Work instruction: Lines holding the string "COURTHOUSE": copy each one from the listing below.

Working data:
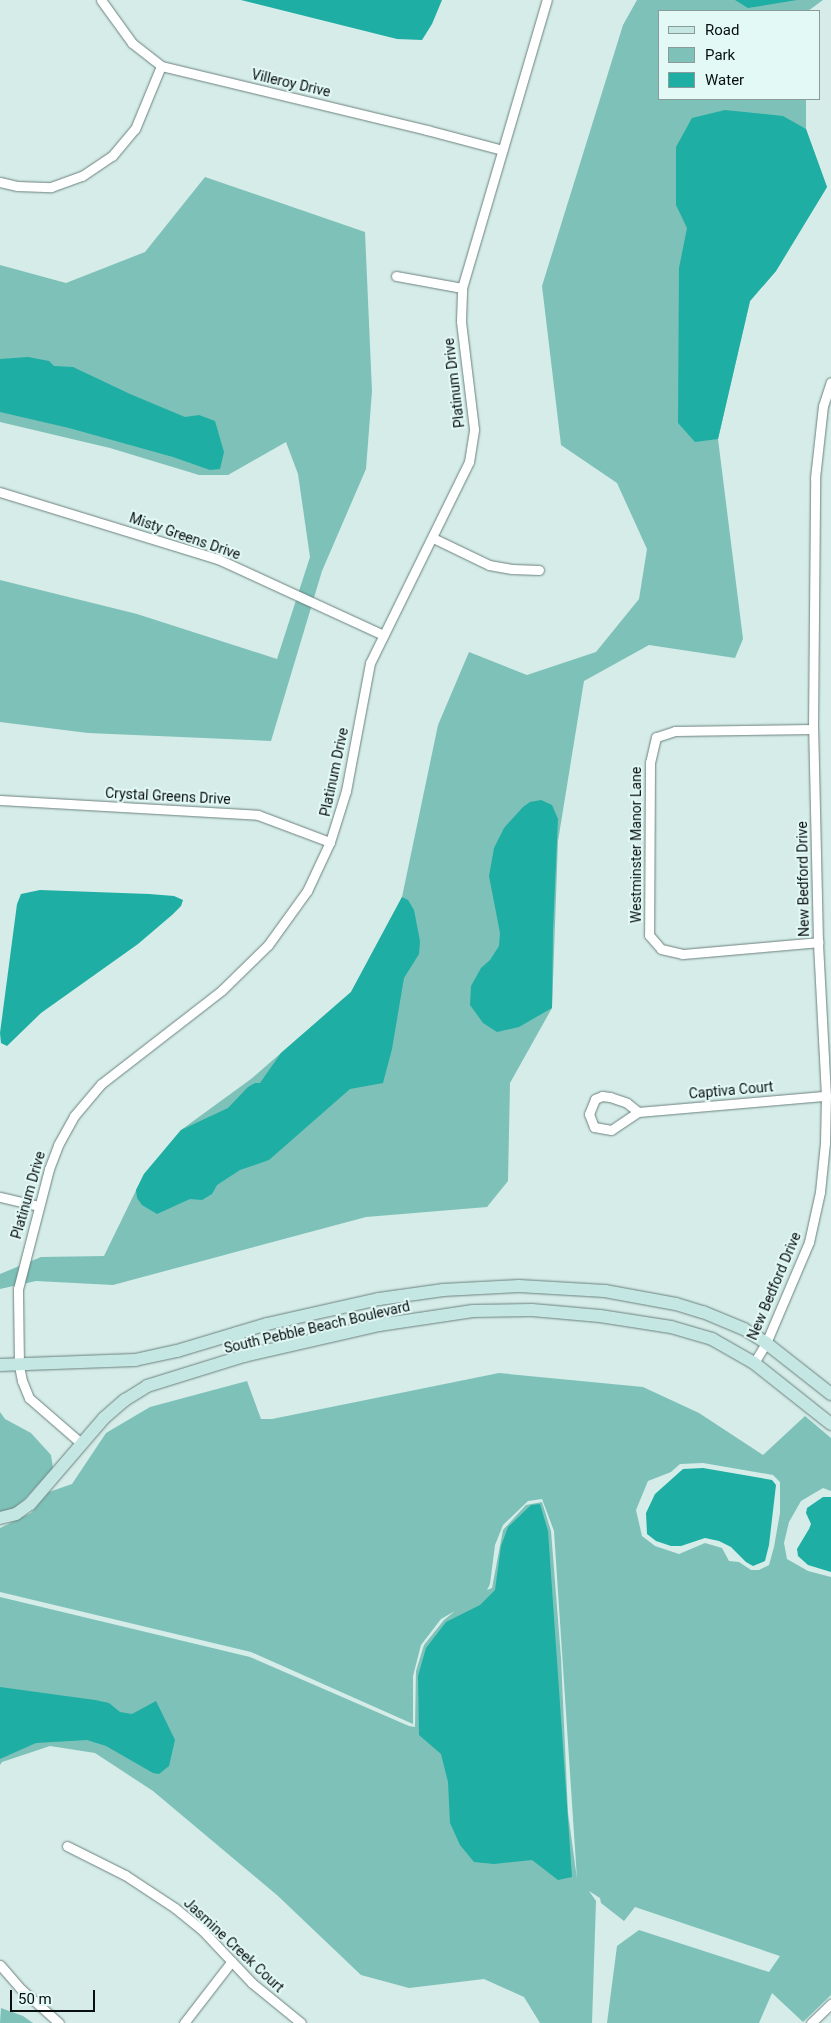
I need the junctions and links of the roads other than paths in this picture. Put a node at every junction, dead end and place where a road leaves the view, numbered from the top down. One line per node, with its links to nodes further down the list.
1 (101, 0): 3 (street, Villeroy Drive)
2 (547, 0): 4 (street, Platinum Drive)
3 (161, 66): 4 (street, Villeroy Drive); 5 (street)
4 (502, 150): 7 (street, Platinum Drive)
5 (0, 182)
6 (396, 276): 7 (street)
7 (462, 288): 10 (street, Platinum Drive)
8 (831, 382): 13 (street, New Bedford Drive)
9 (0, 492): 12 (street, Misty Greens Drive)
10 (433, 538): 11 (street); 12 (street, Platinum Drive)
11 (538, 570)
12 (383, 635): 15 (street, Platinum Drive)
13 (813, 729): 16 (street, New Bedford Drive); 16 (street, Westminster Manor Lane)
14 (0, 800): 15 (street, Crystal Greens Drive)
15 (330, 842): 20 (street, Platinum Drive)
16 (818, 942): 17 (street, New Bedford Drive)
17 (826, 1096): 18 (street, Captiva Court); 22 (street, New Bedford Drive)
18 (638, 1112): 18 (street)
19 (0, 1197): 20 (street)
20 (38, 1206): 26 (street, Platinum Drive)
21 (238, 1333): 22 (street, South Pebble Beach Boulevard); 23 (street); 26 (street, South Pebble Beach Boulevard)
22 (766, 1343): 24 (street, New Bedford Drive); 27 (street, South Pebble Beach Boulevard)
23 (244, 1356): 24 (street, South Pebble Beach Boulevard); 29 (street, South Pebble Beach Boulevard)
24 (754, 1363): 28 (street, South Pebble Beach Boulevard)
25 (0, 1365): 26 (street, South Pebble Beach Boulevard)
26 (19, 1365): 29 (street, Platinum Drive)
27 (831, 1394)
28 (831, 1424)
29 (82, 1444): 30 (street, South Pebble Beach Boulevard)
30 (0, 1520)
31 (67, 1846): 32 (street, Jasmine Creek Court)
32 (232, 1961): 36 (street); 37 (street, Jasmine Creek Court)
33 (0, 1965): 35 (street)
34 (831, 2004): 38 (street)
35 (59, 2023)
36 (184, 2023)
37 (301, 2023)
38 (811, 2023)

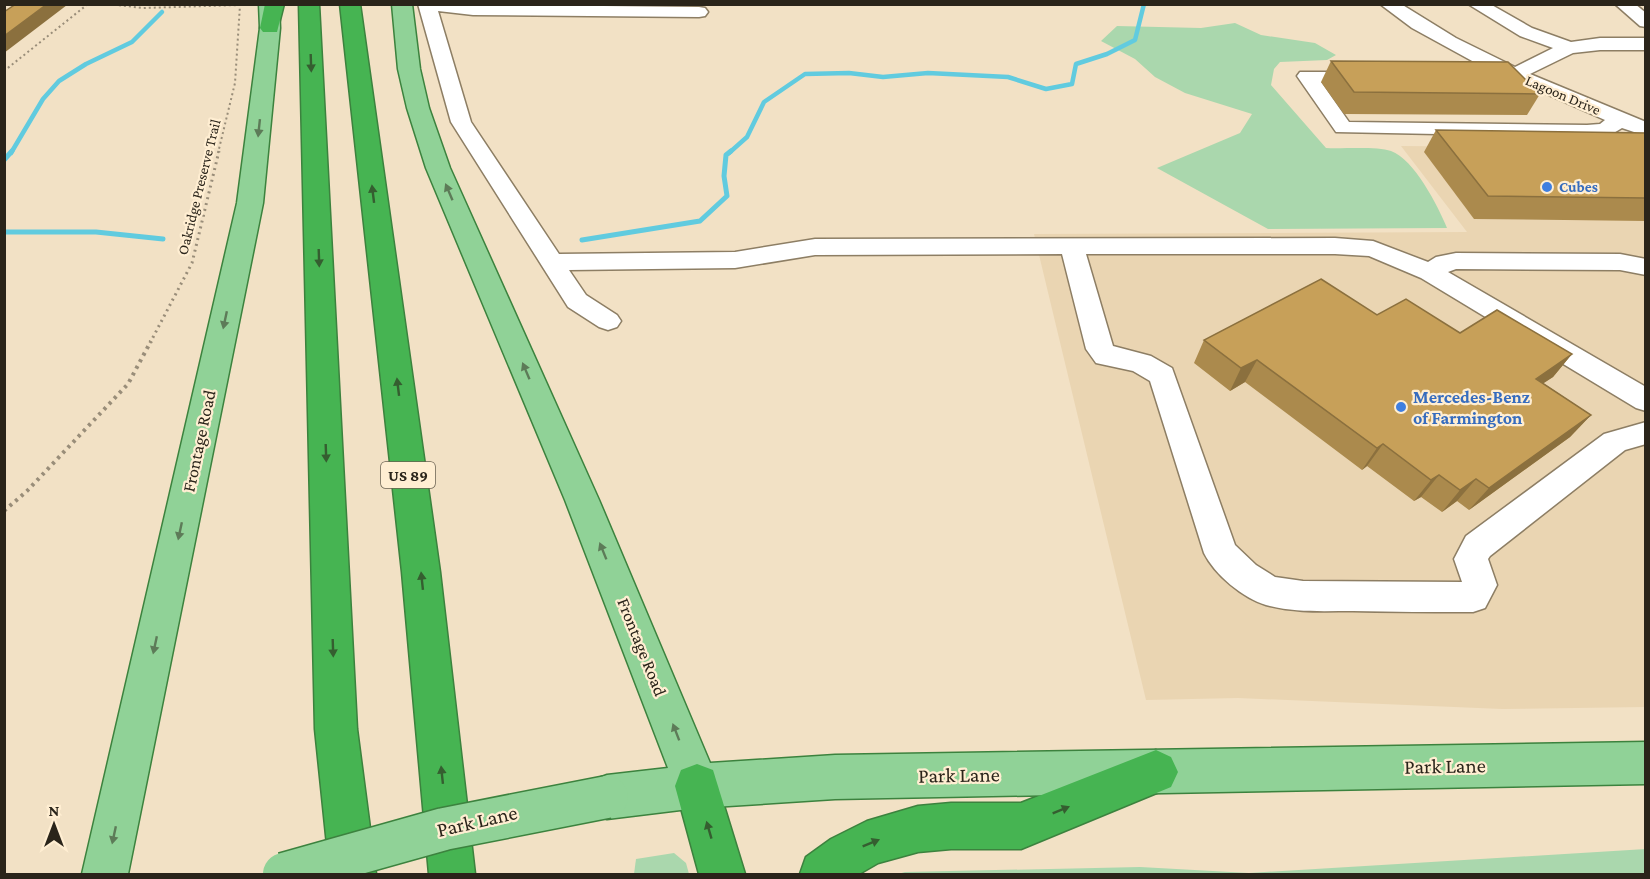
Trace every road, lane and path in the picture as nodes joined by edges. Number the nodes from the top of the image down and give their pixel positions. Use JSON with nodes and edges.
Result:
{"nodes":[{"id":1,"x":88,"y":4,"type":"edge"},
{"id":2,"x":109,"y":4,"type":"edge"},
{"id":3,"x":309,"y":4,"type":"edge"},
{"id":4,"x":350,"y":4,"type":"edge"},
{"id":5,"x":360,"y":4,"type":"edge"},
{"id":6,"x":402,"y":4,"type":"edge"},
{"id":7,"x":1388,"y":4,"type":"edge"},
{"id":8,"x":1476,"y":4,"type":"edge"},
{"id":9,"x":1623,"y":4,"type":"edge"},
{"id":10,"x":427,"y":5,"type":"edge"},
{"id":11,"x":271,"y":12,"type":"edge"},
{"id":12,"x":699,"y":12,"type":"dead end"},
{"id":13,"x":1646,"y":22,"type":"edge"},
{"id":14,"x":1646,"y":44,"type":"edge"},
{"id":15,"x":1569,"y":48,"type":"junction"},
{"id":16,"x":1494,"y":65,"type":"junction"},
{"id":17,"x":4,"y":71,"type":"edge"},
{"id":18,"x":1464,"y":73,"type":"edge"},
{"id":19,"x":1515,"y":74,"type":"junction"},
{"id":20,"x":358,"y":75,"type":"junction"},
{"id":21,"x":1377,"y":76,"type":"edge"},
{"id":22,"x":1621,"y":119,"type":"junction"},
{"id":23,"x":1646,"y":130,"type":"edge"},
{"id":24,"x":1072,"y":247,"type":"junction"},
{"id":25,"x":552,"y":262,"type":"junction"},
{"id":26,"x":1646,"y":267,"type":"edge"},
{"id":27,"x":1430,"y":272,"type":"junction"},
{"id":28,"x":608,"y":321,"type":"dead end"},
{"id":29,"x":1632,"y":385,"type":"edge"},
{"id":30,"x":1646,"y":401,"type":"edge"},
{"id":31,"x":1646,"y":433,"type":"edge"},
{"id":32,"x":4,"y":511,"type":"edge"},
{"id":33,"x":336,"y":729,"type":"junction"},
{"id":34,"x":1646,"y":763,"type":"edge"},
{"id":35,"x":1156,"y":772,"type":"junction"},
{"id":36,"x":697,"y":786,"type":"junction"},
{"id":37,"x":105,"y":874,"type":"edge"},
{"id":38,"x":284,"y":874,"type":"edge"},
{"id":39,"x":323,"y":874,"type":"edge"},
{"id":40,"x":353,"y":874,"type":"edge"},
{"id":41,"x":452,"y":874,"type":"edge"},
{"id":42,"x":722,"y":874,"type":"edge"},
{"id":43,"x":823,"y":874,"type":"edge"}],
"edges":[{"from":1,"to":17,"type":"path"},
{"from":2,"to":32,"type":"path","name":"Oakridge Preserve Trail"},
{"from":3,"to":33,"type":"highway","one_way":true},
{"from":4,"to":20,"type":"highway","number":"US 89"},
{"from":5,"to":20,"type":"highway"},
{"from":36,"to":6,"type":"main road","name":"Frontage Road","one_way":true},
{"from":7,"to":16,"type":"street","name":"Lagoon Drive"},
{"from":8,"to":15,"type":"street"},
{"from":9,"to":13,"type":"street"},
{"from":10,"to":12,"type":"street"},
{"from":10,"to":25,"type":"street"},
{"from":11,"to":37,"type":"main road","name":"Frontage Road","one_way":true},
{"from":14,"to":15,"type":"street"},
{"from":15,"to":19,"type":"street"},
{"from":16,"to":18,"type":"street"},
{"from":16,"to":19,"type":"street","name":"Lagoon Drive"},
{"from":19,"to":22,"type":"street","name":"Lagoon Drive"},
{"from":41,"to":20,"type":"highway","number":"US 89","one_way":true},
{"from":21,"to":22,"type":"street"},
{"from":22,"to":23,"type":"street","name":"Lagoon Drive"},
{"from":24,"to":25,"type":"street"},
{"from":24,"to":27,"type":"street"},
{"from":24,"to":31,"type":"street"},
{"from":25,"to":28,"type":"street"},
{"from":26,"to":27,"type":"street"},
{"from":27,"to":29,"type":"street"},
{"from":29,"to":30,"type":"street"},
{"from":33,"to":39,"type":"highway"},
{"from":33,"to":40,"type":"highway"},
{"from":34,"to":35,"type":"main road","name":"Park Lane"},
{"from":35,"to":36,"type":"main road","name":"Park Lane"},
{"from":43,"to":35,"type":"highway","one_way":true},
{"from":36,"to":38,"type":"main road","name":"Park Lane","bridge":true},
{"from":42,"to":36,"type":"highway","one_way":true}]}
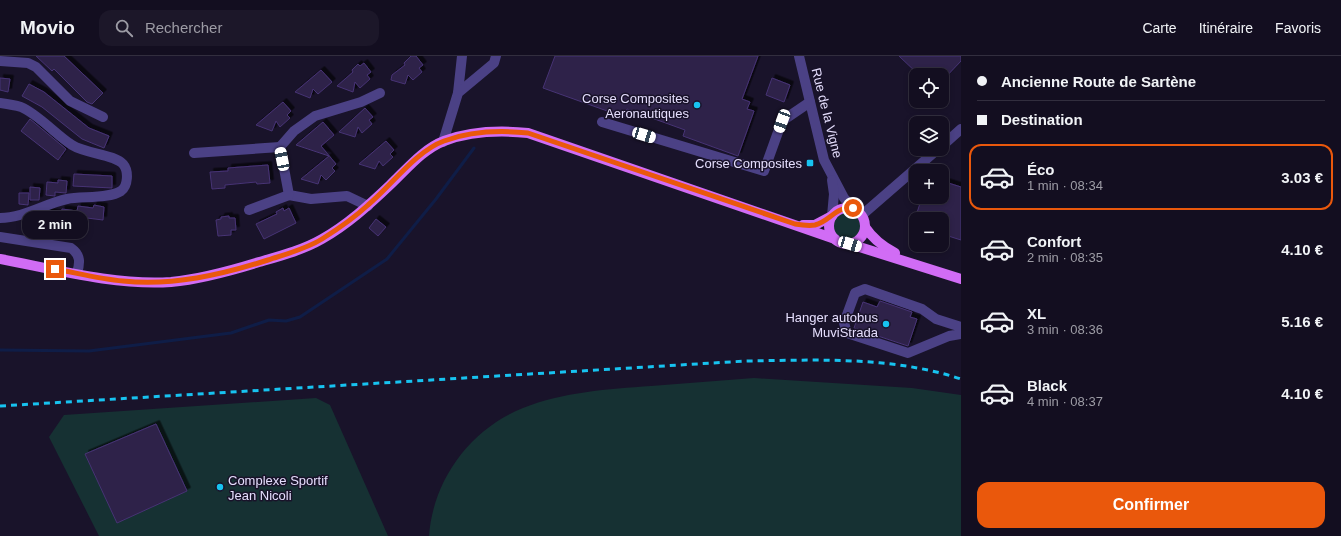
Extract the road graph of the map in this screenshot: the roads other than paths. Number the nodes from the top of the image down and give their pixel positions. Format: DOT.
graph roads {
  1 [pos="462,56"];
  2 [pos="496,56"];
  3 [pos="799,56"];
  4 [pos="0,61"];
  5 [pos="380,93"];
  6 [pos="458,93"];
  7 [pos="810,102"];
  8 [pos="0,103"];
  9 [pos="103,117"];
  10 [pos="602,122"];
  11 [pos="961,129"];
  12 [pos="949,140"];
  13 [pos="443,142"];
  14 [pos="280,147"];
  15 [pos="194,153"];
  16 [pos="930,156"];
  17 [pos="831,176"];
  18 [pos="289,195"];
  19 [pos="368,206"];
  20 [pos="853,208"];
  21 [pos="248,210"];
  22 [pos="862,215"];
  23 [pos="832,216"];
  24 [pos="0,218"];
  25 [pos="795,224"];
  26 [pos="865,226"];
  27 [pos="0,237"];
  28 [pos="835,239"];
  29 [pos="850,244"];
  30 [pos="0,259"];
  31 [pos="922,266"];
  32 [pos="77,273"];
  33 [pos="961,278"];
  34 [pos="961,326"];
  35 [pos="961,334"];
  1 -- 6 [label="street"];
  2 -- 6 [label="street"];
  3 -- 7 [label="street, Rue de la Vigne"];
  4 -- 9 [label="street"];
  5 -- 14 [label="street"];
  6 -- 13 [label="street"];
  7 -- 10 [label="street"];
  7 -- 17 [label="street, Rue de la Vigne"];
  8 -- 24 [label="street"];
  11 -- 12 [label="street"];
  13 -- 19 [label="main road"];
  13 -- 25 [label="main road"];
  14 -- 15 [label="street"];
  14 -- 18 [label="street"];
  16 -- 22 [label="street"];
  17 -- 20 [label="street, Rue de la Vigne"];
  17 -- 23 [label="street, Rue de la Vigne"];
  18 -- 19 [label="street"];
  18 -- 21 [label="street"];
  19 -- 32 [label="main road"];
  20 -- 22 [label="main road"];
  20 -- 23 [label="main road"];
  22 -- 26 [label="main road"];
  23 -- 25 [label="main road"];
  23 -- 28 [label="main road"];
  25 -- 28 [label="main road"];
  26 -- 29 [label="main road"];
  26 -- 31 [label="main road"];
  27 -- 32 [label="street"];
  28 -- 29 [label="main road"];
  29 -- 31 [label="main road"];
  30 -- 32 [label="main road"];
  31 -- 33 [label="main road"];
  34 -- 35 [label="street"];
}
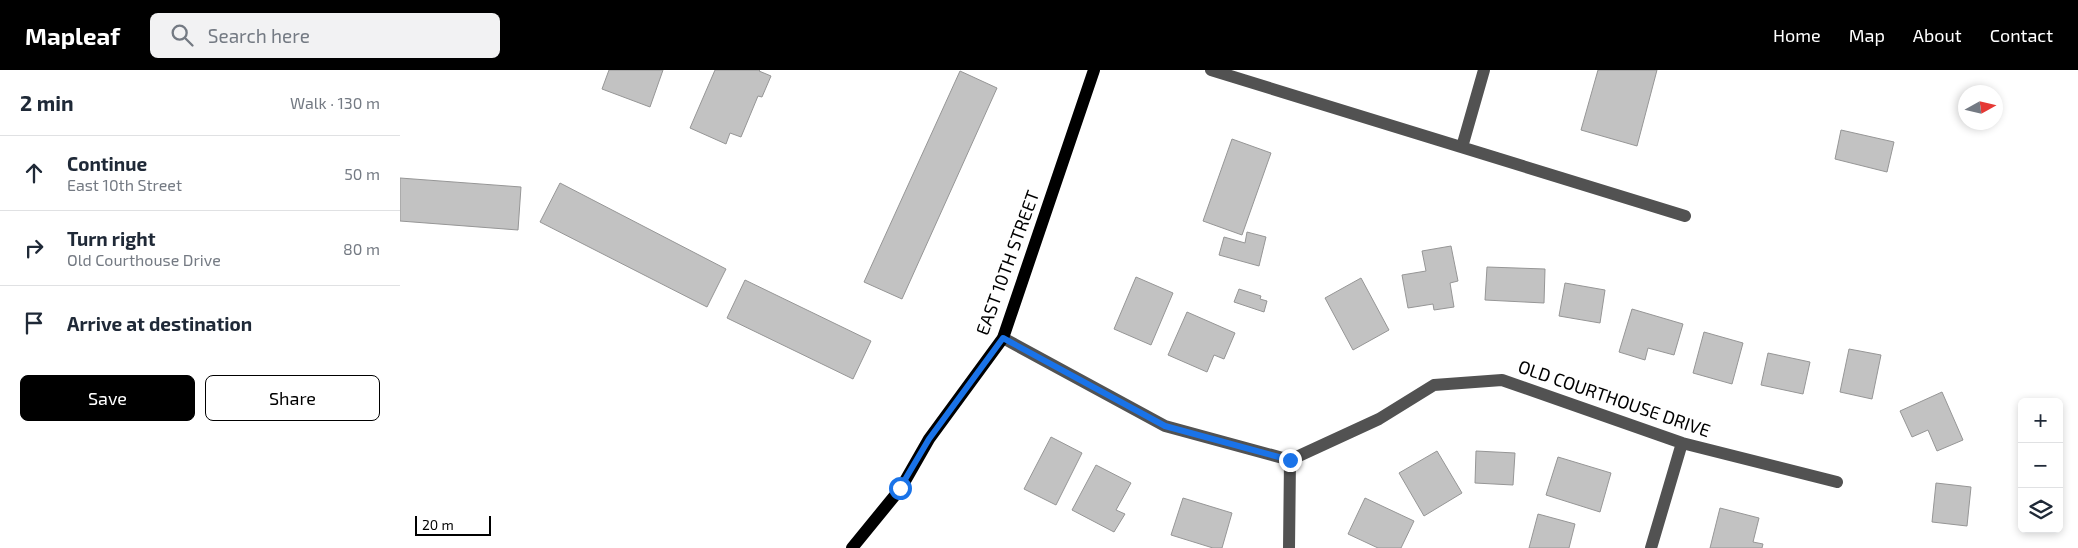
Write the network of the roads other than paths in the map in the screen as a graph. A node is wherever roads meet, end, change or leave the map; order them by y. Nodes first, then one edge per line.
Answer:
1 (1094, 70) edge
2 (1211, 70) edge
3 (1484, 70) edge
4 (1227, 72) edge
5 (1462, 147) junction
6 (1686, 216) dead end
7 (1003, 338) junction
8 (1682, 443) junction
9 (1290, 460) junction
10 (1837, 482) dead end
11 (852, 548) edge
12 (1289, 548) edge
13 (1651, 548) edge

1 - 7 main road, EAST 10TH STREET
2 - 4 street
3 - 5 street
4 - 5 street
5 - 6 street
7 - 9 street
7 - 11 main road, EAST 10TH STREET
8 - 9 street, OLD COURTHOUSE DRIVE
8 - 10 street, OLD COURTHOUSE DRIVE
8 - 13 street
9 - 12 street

Solved problem:
8 - 9 street, OLD COURTHOUSE DRIVE
8 - 10 street, OLD COURTHOUSE DRIVE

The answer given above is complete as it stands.